Delirium and sleep deprivation are experienced by patients in intensive care units (ICUs) and have been associated with negative patient outcomes. Benzodiazepine, often used for sedation in critically ill patients, contributes to an imbalance of neurotransmitters that can influence the wake-sleep-regulatory system and the occurrence of delirium. This dissertation evaluated the effect of a sedation wake-up trial (SWT) and spontaneous breathing trial (SBT) on the occurrence of delirium, perception of sleep and other outcomes in trauma ICU (TICU) patients.
The first study was a prospective interventional trial that implemented the SWT plus SBT in TICU patients. The intervention group (IG, n = 20) experienced less delirium (OR 0.107; 95% CI: 0.025-0.459), recovered from drug-induced coma faster (RH 2.25; 95% CI: 1.08-4.65), and was liberated from the mechanical ventilator (RH 3.09; 95% CI: 1.45-6.60) and discharged from the TICU sooner (RH 4.20; 95% CI: 1.82-9.69) than the control group (CG, n = 20). Sleep perception was rated as bad and did not differ between groups.
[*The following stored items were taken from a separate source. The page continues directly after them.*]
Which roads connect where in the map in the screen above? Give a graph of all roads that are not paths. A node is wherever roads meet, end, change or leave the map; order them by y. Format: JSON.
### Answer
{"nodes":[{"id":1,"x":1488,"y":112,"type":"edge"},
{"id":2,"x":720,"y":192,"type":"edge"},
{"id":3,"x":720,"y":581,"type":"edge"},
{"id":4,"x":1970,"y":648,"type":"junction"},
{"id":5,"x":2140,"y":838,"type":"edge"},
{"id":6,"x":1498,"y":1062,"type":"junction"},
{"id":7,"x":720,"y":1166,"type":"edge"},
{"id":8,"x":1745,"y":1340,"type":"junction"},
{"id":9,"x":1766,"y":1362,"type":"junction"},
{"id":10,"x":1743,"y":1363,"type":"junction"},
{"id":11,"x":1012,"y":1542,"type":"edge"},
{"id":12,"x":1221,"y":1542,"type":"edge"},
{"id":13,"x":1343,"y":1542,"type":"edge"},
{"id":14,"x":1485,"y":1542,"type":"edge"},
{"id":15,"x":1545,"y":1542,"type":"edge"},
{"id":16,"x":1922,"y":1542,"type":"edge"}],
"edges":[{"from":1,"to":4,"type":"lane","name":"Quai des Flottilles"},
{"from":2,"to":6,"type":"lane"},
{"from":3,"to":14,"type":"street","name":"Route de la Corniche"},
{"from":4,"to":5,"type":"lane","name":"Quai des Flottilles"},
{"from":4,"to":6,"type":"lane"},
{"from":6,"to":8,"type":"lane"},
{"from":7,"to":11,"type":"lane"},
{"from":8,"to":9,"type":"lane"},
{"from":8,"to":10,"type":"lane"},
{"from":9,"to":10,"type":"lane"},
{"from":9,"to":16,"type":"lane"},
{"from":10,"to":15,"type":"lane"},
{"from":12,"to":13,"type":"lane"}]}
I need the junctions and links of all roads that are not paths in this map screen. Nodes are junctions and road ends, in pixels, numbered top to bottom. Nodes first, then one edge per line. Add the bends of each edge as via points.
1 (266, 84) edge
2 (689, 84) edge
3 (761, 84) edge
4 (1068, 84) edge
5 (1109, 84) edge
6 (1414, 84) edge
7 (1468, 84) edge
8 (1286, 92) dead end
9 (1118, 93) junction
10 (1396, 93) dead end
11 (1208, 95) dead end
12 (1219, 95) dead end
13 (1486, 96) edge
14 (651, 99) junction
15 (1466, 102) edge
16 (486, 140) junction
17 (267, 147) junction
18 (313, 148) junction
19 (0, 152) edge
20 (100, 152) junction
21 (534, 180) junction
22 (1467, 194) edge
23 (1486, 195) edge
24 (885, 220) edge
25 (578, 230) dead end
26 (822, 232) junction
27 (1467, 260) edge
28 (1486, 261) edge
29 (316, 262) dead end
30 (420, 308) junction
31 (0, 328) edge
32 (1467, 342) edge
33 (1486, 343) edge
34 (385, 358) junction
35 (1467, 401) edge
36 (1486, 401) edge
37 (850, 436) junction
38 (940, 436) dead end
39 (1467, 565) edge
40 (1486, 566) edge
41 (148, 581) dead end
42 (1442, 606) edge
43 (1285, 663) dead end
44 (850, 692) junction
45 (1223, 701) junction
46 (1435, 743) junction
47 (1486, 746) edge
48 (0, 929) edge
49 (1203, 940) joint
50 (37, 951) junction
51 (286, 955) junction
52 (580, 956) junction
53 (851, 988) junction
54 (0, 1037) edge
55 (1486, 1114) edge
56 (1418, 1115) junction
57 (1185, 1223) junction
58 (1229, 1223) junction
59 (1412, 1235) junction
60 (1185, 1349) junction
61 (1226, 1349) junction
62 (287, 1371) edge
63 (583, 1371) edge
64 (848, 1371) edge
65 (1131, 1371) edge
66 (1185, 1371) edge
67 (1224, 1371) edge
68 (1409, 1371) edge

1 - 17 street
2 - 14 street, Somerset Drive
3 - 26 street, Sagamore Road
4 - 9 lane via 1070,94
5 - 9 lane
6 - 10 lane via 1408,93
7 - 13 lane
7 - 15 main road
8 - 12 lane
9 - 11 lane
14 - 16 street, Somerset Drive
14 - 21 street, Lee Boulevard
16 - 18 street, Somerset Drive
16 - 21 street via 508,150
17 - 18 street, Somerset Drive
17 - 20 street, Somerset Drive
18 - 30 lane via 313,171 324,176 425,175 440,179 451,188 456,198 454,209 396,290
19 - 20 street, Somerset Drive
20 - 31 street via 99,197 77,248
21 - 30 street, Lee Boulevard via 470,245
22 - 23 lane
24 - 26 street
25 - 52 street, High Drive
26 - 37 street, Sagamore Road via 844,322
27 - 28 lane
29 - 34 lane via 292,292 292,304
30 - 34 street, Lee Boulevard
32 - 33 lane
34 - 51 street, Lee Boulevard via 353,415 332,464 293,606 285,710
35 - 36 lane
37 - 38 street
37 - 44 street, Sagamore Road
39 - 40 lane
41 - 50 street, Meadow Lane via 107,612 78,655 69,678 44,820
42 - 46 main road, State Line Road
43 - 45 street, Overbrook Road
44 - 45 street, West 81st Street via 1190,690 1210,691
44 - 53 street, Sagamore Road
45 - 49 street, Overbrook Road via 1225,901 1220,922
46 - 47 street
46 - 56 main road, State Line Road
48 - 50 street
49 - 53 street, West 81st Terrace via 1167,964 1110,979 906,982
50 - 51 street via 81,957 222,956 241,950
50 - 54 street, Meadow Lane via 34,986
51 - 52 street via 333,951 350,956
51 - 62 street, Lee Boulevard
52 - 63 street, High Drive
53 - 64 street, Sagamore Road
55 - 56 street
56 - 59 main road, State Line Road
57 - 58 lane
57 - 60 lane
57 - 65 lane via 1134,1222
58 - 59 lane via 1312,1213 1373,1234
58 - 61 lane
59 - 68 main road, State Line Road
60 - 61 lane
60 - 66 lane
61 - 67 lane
A second report addressed the feasibility of conducting the SWT plus SBT based on the ability to implement the combined intervention, measure patients' physiological responses, and maintain patient safety. IG patients passed 67% of the 39 SWTs performed. Those who did not pass presented RASS scores of +1 and +2, tachycardia, or showed ventilator asynchrony. Eighteen patients tolerated their first SBT and after the second SBT more than half of patients were discontinued from the mechanical ventilator. Physiological responses (i.e., heart rate, respiratory rate, and systolic blood pressure) increased significantly from the beginning to the end of the SWT. However, their overall means did not increase by 20%. Opioids were not interrupted during the SWT; however, at the end of six SWTs patients reported having pain.
The findings demonstrated that those TICU patients who received the combined intervention decreased in the occurrence of delirium and improved in several outcomes. However, this conclusion is limited by the non randomized design, the small sample, and the lack of control in the type of sedative given to both groups. The combined intervention was well tolerated, safe, and clinically feasible.